Physical exercise is a great application of this concept, since a few minutes a day over a long period of time can bring great results. Another application is journaling daily to improve mindfulness or listening to an educational podcast a few times a week. In terms of your business, you could try to automate an additional process each month or slowly change the structure of sales conversations or marketing approaches. The options are endless!
In our research on this topic, there seemed to be a few additional points that deserve mentioning. After all, no concept can be blindly applied to absolutely every situation!
Be practical- The idea behind the Aggregation of Marginal Gains is the buildup of change over time. But guess what? If you run into obstacles or lose motivation, it can destroy any progress and delay the ultimate goal.
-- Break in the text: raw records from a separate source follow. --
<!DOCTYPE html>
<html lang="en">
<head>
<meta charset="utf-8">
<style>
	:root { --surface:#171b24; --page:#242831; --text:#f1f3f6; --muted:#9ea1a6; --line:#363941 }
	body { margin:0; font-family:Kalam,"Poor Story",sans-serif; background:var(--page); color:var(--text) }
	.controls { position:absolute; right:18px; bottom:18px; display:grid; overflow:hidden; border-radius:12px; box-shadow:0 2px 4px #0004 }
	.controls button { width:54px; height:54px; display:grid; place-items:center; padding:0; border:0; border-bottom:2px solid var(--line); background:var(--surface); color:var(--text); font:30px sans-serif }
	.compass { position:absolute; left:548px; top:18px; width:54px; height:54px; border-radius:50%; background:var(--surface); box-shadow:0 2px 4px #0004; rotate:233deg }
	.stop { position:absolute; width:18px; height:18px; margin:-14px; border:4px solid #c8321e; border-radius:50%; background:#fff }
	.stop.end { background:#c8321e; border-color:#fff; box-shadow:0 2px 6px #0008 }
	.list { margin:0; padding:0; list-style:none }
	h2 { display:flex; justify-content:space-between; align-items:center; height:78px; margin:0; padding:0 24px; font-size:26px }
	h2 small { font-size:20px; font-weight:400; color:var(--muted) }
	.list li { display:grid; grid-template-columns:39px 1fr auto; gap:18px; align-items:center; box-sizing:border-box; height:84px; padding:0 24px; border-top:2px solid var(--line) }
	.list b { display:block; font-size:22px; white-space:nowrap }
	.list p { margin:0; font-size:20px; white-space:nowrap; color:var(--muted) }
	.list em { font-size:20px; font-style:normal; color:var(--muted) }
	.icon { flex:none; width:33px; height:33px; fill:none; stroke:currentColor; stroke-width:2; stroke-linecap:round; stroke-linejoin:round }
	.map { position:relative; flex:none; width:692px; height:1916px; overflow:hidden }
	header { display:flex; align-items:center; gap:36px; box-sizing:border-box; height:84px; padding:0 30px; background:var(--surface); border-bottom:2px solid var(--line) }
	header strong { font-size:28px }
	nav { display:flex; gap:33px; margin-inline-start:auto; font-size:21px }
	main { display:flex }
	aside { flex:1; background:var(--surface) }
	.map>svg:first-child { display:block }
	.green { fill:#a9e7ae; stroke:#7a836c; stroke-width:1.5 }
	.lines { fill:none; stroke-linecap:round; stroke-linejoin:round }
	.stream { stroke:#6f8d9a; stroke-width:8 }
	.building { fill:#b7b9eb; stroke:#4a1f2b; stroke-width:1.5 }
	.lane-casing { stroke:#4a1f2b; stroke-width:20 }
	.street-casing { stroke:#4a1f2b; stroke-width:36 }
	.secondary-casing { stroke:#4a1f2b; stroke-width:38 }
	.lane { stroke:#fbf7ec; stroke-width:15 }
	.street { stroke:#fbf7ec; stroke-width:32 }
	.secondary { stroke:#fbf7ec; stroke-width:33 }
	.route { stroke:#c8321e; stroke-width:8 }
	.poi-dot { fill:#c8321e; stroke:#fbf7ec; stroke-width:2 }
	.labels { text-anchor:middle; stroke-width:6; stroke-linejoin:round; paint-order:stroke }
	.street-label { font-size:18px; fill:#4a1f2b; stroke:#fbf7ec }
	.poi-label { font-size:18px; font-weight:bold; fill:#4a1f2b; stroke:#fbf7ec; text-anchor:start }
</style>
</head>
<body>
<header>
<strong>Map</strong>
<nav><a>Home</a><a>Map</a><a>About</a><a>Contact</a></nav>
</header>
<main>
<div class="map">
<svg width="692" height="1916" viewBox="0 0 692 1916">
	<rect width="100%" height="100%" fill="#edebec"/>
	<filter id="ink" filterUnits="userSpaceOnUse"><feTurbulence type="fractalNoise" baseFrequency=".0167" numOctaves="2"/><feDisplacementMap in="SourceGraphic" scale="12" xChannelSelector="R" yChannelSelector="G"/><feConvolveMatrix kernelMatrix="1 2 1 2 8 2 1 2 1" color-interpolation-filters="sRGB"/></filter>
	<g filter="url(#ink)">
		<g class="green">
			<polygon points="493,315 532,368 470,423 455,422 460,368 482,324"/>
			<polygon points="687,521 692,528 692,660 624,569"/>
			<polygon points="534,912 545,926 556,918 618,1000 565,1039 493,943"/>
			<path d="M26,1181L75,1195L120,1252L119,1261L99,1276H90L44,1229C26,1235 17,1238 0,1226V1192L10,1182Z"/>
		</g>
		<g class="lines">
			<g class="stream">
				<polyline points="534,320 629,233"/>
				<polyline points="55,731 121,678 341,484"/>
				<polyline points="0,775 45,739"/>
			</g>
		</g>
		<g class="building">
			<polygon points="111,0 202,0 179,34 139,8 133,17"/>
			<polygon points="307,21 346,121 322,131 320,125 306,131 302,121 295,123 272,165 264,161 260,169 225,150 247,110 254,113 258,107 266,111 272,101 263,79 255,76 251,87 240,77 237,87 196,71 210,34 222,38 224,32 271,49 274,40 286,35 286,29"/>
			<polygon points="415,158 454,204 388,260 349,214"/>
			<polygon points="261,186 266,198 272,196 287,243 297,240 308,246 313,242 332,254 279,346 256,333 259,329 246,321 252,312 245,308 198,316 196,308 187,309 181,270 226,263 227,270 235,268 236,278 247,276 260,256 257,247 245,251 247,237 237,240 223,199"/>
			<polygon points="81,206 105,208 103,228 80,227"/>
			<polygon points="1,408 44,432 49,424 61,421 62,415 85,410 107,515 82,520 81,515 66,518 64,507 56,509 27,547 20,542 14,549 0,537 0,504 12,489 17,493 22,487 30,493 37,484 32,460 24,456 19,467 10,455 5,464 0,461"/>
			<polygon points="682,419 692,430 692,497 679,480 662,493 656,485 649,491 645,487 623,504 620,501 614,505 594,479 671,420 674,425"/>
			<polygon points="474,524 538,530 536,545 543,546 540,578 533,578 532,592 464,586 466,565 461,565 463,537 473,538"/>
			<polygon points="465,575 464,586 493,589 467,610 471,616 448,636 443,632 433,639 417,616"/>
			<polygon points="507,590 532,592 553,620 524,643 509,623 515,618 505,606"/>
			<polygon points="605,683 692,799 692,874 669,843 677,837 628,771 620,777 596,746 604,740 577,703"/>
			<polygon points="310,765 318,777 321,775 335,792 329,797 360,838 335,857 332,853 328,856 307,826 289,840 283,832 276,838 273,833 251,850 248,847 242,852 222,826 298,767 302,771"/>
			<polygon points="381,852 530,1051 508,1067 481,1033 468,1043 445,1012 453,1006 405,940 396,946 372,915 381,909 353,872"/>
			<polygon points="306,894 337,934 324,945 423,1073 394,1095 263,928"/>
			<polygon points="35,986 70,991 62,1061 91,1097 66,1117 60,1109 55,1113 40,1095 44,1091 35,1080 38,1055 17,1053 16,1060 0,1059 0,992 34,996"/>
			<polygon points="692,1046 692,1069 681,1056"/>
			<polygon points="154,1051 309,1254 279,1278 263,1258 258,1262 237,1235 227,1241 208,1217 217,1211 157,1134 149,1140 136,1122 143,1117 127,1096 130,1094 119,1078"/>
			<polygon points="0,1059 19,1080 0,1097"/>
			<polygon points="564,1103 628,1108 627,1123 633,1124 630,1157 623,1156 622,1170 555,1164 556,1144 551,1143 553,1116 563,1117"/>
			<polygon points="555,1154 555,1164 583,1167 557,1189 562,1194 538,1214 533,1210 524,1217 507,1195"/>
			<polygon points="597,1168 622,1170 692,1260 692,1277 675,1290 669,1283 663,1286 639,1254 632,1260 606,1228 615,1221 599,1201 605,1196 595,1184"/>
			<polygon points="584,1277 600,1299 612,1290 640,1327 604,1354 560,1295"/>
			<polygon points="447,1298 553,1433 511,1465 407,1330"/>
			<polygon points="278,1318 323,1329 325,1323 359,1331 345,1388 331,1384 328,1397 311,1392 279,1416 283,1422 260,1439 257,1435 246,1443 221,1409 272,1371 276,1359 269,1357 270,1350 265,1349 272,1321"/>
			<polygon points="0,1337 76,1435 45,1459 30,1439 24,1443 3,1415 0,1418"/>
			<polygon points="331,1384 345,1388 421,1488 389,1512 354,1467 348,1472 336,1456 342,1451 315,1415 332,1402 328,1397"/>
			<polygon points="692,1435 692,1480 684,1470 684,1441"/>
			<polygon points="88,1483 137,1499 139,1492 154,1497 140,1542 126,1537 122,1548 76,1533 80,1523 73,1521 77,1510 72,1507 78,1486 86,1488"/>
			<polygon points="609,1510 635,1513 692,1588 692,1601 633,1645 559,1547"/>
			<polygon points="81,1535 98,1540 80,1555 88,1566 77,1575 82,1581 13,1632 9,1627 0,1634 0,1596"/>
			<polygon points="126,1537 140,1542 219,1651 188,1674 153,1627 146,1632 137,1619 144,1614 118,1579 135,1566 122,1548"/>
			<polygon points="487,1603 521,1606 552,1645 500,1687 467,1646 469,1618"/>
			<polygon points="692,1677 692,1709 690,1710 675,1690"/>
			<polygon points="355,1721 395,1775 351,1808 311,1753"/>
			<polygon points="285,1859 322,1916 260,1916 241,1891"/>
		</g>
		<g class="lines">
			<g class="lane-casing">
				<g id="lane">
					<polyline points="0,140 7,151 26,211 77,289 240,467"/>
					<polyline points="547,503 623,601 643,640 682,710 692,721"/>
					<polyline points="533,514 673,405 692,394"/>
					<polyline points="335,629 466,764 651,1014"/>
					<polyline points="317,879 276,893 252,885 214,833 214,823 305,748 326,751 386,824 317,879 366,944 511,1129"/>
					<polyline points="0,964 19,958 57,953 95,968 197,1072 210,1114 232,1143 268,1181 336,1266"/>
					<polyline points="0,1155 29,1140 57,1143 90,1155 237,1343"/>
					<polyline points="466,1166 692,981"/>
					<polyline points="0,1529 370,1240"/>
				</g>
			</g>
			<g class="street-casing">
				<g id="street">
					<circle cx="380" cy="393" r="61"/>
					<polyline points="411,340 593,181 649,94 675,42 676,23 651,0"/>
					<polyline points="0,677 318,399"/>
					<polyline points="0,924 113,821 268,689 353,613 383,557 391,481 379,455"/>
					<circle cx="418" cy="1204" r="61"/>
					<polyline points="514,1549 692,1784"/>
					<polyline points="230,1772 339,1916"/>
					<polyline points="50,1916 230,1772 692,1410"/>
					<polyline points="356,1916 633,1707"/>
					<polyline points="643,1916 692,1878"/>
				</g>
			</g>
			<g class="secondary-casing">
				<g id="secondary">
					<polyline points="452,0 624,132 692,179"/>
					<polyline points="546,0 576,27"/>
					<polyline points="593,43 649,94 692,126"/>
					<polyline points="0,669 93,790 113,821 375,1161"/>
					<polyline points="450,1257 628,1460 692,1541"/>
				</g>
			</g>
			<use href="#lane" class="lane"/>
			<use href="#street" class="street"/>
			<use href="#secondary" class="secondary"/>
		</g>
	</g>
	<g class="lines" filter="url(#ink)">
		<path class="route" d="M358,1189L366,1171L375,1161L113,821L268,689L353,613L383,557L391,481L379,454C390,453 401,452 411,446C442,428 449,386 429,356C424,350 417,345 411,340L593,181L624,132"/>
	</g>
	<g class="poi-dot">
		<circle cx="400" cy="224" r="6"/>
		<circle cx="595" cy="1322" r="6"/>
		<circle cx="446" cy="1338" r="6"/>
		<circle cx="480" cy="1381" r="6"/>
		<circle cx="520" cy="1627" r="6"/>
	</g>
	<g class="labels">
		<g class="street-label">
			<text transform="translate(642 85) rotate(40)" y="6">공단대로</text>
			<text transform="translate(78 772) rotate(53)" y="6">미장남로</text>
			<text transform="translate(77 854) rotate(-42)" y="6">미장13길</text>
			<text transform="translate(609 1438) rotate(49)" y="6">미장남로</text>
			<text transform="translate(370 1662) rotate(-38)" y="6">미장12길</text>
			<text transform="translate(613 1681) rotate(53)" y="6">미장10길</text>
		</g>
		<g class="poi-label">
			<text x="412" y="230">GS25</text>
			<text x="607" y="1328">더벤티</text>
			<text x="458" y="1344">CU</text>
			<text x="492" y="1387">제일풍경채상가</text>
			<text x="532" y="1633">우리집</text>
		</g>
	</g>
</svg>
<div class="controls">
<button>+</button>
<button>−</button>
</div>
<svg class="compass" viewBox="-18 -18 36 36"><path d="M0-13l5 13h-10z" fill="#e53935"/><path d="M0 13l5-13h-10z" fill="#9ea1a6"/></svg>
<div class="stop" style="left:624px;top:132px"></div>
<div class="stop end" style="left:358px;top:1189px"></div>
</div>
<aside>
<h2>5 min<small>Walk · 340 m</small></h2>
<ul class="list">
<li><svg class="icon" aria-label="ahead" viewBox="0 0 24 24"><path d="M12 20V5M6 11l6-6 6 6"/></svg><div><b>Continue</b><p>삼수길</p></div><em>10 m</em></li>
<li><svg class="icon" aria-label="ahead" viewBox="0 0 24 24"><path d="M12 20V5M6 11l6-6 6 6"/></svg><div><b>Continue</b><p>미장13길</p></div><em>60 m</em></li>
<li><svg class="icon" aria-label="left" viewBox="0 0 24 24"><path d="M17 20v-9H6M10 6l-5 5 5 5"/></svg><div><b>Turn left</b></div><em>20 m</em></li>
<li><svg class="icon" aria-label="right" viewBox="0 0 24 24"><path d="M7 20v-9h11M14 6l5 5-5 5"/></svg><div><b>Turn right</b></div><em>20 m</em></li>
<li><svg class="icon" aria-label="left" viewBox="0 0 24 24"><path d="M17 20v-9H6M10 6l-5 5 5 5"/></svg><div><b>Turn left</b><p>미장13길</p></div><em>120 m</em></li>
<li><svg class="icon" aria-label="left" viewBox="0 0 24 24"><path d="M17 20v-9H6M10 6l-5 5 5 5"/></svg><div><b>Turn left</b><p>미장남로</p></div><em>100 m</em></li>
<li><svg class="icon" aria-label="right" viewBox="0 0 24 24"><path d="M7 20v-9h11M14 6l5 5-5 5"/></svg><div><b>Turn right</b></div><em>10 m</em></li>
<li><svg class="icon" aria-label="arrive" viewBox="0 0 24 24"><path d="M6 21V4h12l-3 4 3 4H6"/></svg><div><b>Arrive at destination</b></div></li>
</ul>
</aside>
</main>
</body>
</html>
It’s important to be able to stick with elements that you change or adapt. If you commit to running 5 miles a day when you don’t currently run, you are likely to lose momentum early on. If you set a more realistic goal, like running/walking for 30 minutes every other day, you are much more likely to see success.
Consider marginal losses- Although this may sound negative, it really doesn’t have to be. Incorporating marginal losses means gradually cutting out habits that detract from your goals. For instance, eat out less or eliminate one unnecessary business expense each week. By losing one habit, you can gain momentum in a positive direction!
Define your focus- The Brailsford story makes it seem like you have to slowly improve everything, but that’s not exactly the case. If you try to focus on everything, it may end up being counterproductive! It’s totally okay to define factors that have a heavier impact and concentrate your focus on those things.
Sure, the initial focus may have been on those gold medals, but what else can the Aggregation of Marginal Gains concept bring us (and our businesses)?
You may see a better team dynamic. Sometimes troubleshooting and working together on continuous improvements can be motivating for a team!
You may see less of a focus on an end goal and more of a focus on the process. Attention may shift towards the impact of individual changes and valuable lessons learned along the way.
You may discover a new definition of success. Rather than instant gratification or quick results, you achieved something that took long-term motivation and refining details/skill sets.
Small changes, major impacts! The Aggregation of Marginal Gains concept may initially serve a direct purpose, but it can also indirectly affect a myriad of other things. Where do you see this concept fitting into your life and business?